I tried to calm my breathing, leaning against the wall like it was a life raft.

 Like clockwork, when he spoke again I felt my heart speed up like it always did when I was around him.

Traitorous I know, I just couldn’t control it.

“Yeah, well I don’t really enjoy these pack parties, never have. Probably never will.” he said and I could almost see the guilty smile he would be wearing on his face in my mind, “ There’s a little too much expectation in that room for my liking.”

I felt myself smile, that is exactly how I feel when I’m in the pack parties.

The mated weres watching you; the unmated guys scanning you like meat and the elders of the pack assessing you. I always feel like I’m being judged, partly because I’m an unmated were tiger, but also just as if there’s this pressure to contribute to the pack and live up to my parent’s legacy.

But that’s a story for another time…

I heard him sigh, and I turned my head in his direction in the darkness to see his dark figure also leaning against the wall further down the patio from me. He had the same startling height I remembered, and I could sense the masculine power rippling off him from his broad frame, which I didn’t doubt, held an incredibly muscled body… Even his shadow was attractive to me.

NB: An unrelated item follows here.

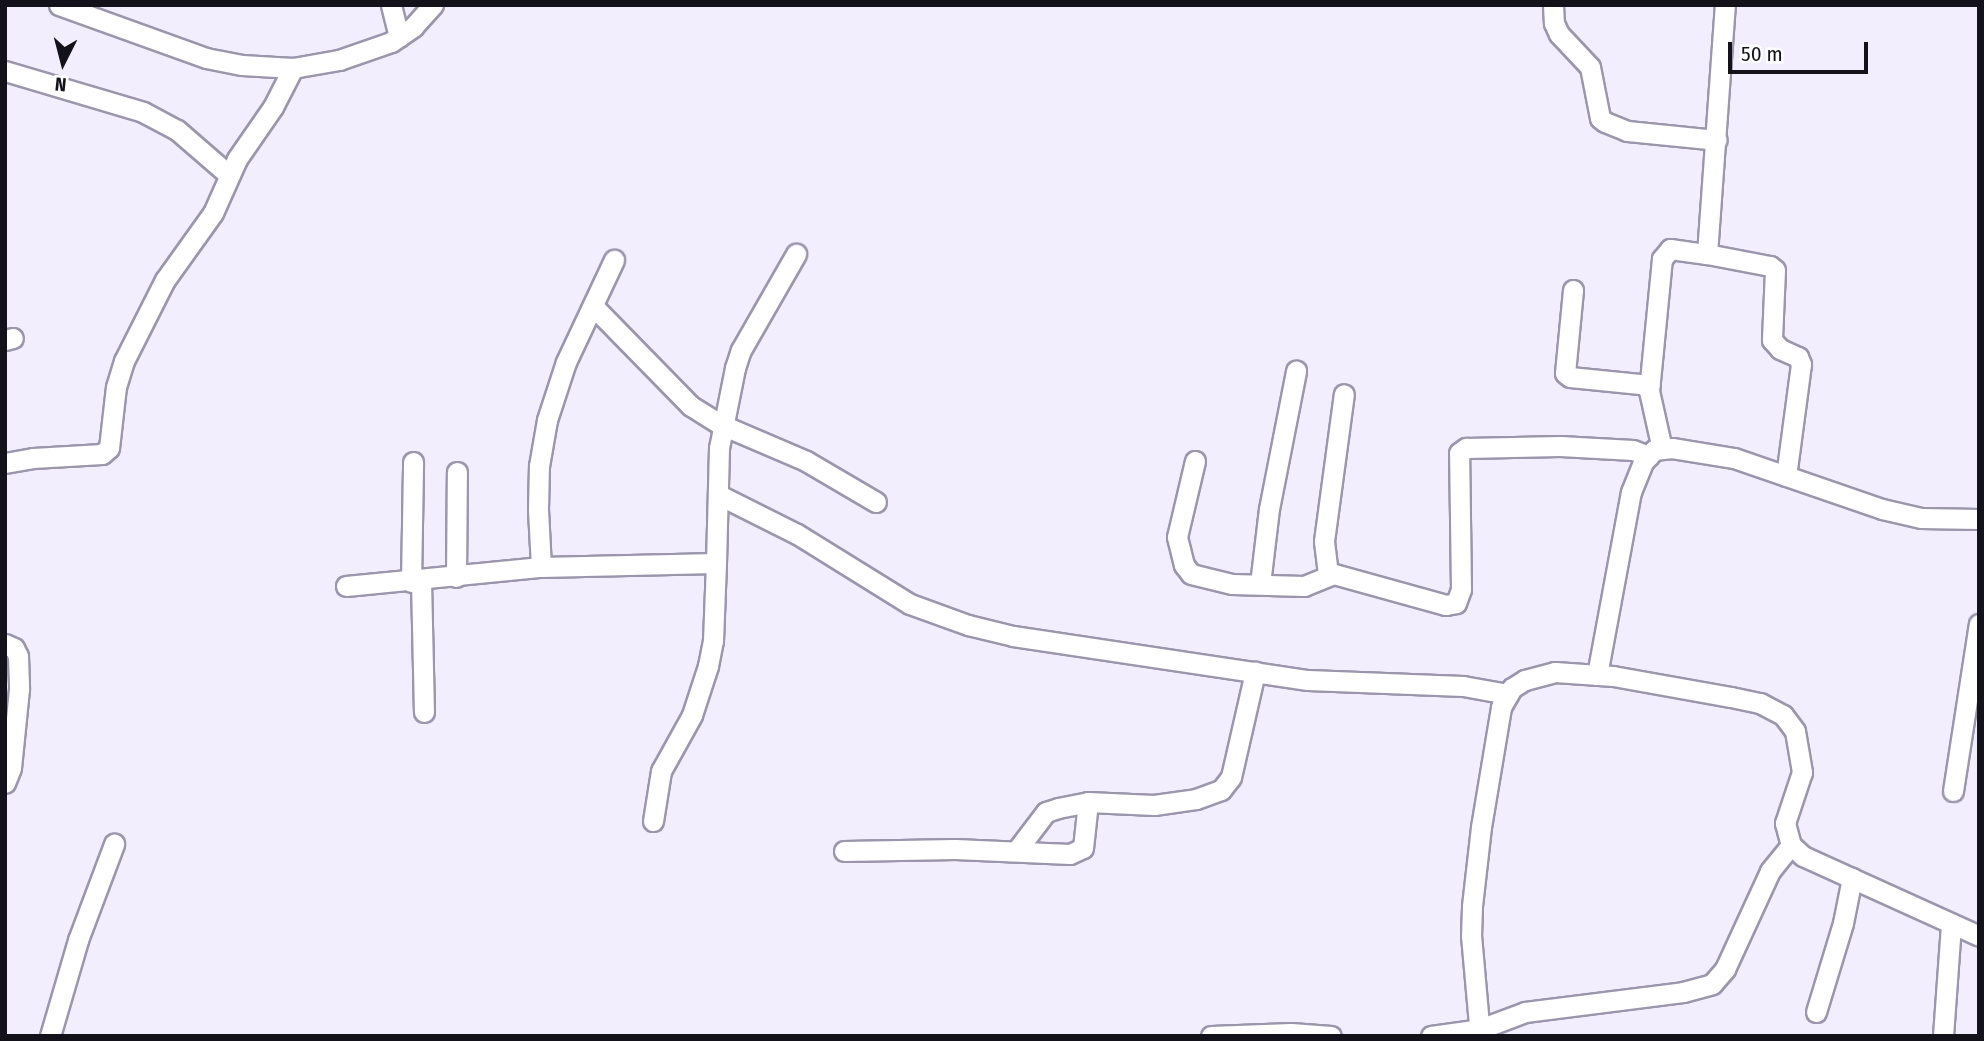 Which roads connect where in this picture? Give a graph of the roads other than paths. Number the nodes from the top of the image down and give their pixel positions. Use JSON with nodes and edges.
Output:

I shook my head, trying to shake the thoughts off me.

No. No. No. Do not think like that about him Savannah….

I noticed that he was smoking as I saw the orange glowing ember in the darkness as he raised it, must be to his lips.

Could he see me? I was sure he probably could only see a faint outline of my body from the hazy light from the window beside me, but I don’t think he could see any definition: just like me.

“ But I guess that’s pack life; love it or hate it, though right?” He seemed to be musing to himself; I stayed silent as he continued.

“ I don’t know how Tyler does it. This life is beautiful, but there’s so much pressure, too much judgement. It’s like being trapped in a glass jar with everyone watching, but I guess there used to it; May and him. That and they don’t find it so oppressive to be that close to the pack. I don’t think I could live that kind of life, it’s too much.”

I nodded silently in the darkness. Tyler and May had a huge responsibility as next in line to the Pack, that kind of duty seemed crippling and it took away your options in life.